The American Dollar, while specialising in post-rock, have recorded several ambient versions of their releases, highlighting the close melodic ties between the two styles. Similarly, Hammock are the true masters in this approach, producing some of the most emotional and climatic pieces of ambient, drone and post-rock you’ll come across. And should you need to dive in any further, I’ve long appreciated Stray Theories and Good Weather For An Airstrike – doing their own independent thing and definitely deserving of more ears.

And lastly, where instruments add depth and character, there are those that use them with subtlety, adding colour to an otherwise calm ambient drone. Keith Kenniff, (or Helios to many), is a great example of this approach, alongside 36 - an independent musician from the UK releasing some of the most powerful, tear-jerking, melancholic music possible. As are the many, many artists that seem to hail from Japan like Arc of DovesEx ConfusionNobuto Suda and the Home Normal collective.

THE NEXT CHAPTER

As I’ve already mentioned with the strength of recent modern classical music, I’m hoping we see plenty more prodigies like Nils Frahm shine. If a young pianist needs any inspiration they needn’t look any further than his Spaces album, or any of his live shows.

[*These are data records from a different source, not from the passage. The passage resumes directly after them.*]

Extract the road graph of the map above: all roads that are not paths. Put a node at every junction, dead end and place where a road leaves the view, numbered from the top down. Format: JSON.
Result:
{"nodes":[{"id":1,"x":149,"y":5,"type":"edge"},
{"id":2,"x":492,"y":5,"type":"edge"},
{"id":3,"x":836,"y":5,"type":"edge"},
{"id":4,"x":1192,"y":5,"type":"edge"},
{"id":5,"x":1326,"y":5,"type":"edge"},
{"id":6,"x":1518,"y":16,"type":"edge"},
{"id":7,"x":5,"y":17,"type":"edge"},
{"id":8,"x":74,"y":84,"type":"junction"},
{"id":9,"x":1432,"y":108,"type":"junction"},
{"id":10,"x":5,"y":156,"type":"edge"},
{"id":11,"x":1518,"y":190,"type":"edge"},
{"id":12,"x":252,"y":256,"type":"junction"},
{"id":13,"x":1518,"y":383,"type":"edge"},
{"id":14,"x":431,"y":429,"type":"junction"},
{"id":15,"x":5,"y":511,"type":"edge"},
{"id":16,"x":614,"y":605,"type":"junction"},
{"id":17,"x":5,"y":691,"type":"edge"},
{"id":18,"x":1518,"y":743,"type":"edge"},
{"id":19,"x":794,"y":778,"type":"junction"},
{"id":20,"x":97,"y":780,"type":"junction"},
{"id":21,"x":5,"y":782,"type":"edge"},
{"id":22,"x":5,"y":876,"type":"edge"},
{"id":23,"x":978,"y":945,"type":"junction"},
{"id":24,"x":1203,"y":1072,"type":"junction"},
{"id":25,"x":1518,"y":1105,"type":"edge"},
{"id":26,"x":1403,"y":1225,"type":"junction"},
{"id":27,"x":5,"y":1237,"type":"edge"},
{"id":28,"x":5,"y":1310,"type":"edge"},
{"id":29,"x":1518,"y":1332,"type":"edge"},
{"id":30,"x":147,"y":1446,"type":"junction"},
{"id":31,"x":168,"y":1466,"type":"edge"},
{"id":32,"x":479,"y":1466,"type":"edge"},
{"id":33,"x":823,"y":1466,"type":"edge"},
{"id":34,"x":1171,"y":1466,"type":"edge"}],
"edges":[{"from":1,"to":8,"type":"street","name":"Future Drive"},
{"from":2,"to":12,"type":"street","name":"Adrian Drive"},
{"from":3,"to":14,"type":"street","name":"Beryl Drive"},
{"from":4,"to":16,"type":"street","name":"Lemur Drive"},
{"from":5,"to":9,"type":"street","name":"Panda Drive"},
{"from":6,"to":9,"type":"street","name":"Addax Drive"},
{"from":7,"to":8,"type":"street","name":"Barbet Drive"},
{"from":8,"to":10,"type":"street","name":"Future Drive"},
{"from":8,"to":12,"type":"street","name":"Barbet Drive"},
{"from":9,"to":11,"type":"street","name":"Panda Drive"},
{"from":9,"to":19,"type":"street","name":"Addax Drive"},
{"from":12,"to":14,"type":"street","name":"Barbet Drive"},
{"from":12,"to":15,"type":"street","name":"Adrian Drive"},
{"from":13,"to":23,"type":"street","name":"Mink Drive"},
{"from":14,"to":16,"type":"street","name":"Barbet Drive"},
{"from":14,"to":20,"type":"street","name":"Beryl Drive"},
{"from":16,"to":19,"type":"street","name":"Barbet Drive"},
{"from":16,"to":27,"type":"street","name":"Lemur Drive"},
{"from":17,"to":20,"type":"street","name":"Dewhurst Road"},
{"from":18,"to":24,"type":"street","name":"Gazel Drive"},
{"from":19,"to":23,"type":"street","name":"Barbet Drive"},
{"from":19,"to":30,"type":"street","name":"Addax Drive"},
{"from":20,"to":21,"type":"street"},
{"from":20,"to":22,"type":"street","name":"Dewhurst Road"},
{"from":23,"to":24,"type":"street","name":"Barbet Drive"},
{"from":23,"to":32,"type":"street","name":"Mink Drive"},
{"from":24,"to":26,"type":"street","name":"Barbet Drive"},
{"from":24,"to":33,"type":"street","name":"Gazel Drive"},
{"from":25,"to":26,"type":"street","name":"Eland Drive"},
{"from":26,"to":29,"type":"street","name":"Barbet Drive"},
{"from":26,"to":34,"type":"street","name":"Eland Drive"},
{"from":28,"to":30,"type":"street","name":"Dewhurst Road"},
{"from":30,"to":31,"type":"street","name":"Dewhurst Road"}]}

There’s a lot of love for what Burial started a few years back and I’m enjoying seeing this type of music evolve, (especially as I absorbed plenty of UK Garage when I was younger!) Artists such as Borealis and Sven Weisemann’s Desolate project nail the fine-line between this urban approach to electronica and the subtleties of ambient atmospheres. It’s hard to come across this type of stuff on a regular basis without it feeling too repetitive, but news of a new Desolate album is sure to keep it moving along nicely.

Similarly, the blissful sparse beats coming from the likes of Kiyoko push a new style forward, along with James Clements’ more ambient focused work as ASC and his label Auxiliary. With drum’n bass influences, productions range from industrial ambient to 170 BPM electronica (the Autonomic sound).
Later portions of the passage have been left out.